Stored data
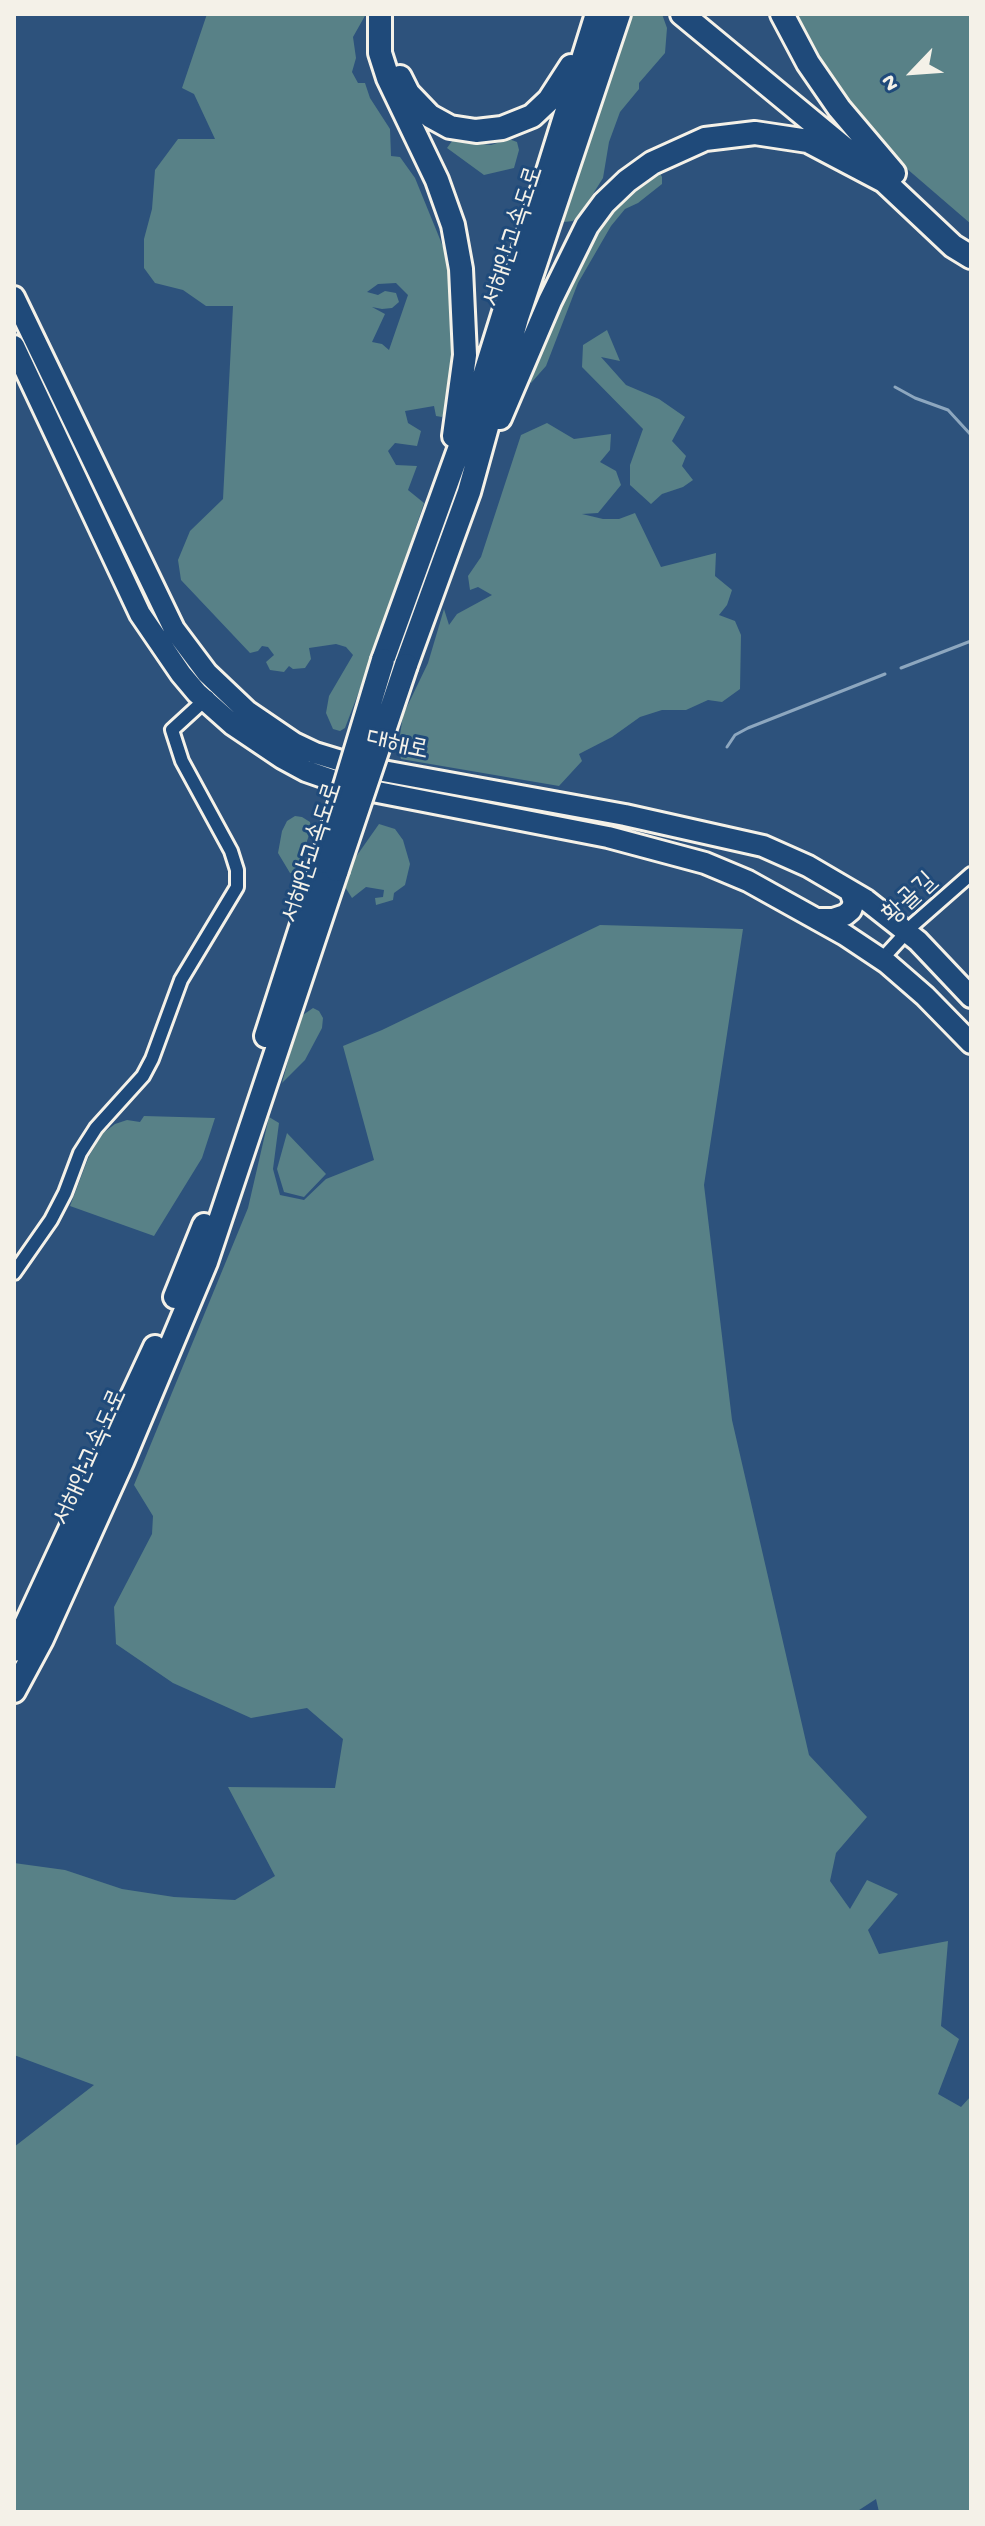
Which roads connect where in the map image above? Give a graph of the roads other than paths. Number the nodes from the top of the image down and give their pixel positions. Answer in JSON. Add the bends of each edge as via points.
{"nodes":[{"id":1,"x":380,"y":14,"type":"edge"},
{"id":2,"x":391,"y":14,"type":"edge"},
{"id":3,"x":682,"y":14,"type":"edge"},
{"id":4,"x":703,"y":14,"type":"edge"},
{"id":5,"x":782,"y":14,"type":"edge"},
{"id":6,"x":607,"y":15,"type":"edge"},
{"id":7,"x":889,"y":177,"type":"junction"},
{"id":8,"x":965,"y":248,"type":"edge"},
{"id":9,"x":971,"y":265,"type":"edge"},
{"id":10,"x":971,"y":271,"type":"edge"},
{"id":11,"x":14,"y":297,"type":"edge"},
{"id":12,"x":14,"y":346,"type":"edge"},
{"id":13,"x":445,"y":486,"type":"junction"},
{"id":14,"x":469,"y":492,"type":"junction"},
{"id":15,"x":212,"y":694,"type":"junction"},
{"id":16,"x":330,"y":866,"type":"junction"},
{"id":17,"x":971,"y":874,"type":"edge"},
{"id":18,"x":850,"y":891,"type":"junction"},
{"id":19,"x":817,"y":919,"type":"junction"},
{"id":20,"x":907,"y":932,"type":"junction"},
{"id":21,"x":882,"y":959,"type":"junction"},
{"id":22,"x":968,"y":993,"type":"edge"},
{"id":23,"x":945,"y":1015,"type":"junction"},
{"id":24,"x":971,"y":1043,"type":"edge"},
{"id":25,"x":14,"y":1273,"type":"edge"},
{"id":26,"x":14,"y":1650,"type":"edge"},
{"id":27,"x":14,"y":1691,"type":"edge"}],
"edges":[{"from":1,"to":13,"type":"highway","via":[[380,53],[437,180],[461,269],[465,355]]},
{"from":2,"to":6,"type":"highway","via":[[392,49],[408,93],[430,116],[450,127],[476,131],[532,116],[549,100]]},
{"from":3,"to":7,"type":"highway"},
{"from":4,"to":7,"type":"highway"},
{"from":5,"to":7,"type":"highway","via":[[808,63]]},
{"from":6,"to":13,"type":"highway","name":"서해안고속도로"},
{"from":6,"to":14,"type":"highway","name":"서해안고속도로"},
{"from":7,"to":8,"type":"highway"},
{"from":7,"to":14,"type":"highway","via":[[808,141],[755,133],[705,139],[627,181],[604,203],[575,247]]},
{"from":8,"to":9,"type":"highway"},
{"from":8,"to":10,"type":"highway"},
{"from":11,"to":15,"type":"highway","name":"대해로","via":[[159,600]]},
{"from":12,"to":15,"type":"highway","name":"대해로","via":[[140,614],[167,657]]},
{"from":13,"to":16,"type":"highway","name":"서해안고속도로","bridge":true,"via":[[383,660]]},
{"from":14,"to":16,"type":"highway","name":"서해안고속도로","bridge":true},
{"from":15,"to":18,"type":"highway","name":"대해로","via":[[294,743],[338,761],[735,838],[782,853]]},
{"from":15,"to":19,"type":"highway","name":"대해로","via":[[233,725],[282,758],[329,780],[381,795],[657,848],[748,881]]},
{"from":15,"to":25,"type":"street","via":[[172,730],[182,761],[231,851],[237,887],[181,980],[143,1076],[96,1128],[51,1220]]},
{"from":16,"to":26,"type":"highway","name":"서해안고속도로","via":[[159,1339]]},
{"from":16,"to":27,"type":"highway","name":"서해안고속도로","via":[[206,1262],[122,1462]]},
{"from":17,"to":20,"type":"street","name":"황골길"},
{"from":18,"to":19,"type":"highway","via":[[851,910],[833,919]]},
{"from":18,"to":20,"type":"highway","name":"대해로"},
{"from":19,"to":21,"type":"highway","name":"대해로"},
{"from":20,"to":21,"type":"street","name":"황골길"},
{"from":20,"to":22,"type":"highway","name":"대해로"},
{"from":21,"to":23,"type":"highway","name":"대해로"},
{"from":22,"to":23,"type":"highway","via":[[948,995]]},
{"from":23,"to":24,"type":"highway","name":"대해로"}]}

What is needed - From the entries above, pull out each line that includes "street".

Solution -
{"from":15,"to":25,"type":"street","via":[[172,730],[182,761],[231,851],[237,887],[181,980],[143,1076],[96,1128],[51,1220]]},
{"from":17,"to":20,"type":"street","name":"황골길"},
{"from":20,"to":21,"type":"street","name":"황골길"},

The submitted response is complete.